[Start of Attachment]

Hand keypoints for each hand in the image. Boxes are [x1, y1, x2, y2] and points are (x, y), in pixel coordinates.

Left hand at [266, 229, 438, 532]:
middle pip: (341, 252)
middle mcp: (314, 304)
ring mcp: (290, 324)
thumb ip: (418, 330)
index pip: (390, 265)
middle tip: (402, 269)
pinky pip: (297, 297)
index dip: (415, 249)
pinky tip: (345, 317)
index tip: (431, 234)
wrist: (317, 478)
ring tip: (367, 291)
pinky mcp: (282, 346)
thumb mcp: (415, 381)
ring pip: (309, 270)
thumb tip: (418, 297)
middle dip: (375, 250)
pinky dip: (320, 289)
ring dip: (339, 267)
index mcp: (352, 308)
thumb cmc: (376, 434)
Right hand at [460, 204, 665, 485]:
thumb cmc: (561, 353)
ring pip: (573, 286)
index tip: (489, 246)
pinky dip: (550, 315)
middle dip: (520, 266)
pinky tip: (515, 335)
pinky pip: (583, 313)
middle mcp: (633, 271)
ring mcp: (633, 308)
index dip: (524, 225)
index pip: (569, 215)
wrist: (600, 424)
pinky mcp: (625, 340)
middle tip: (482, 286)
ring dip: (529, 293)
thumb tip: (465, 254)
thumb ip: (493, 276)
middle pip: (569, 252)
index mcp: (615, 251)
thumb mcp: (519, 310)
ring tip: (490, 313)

[End of Attachment]
[Start of Attachment]

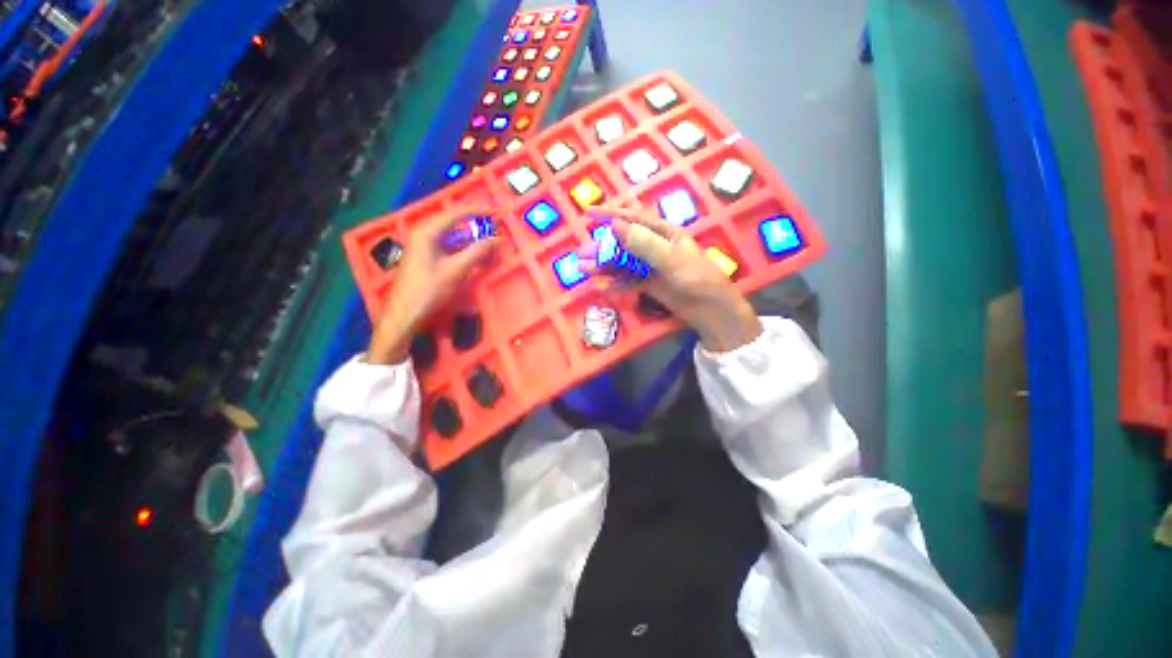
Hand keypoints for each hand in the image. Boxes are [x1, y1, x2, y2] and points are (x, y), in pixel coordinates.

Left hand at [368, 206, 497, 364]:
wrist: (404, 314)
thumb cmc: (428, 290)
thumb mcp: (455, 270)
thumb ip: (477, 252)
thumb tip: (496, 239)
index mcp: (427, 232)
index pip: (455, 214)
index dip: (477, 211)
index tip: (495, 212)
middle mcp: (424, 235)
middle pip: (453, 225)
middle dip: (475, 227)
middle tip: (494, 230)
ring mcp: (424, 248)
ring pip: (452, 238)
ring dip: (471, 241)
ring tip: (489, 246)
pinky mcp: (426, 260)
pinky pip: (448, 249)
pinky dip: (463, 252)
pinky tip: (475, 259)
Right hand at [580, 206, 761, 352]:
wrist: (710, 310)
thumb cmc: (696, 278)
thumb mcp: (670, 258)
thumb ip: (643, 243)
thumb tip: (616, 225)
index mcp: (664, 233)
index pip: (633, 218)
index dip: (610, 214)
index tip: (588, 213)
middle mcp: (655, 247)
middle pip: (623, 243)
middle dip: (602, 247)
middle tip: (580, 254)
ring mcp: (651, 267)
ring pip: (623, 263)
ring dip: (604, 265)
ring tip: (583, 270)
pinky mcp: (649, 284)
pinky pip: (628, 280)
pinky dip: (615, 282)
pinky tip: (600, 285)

[End of Attachment]

▶ _Your assignment_:
Check each line above for the string "hand", then copy the ones that have it.

▶ _Expected answer_:
Hand keypoints for each hand in the image. Boxes are [x1, y1, x2, y2] and points are (x, y), in pixel coordinates.
Left hand at [266, 229, 438, 532]:
Right hand at [460, 204, 665, 485]:
Hand keypoints for each hand in the image. Boxes are [x1, y1, x2, y2] and points are (x, y), in pixel coordinates.
Left hand at [368, 206, 497, 364]:
Right hand at [580, 206, 761, 352]:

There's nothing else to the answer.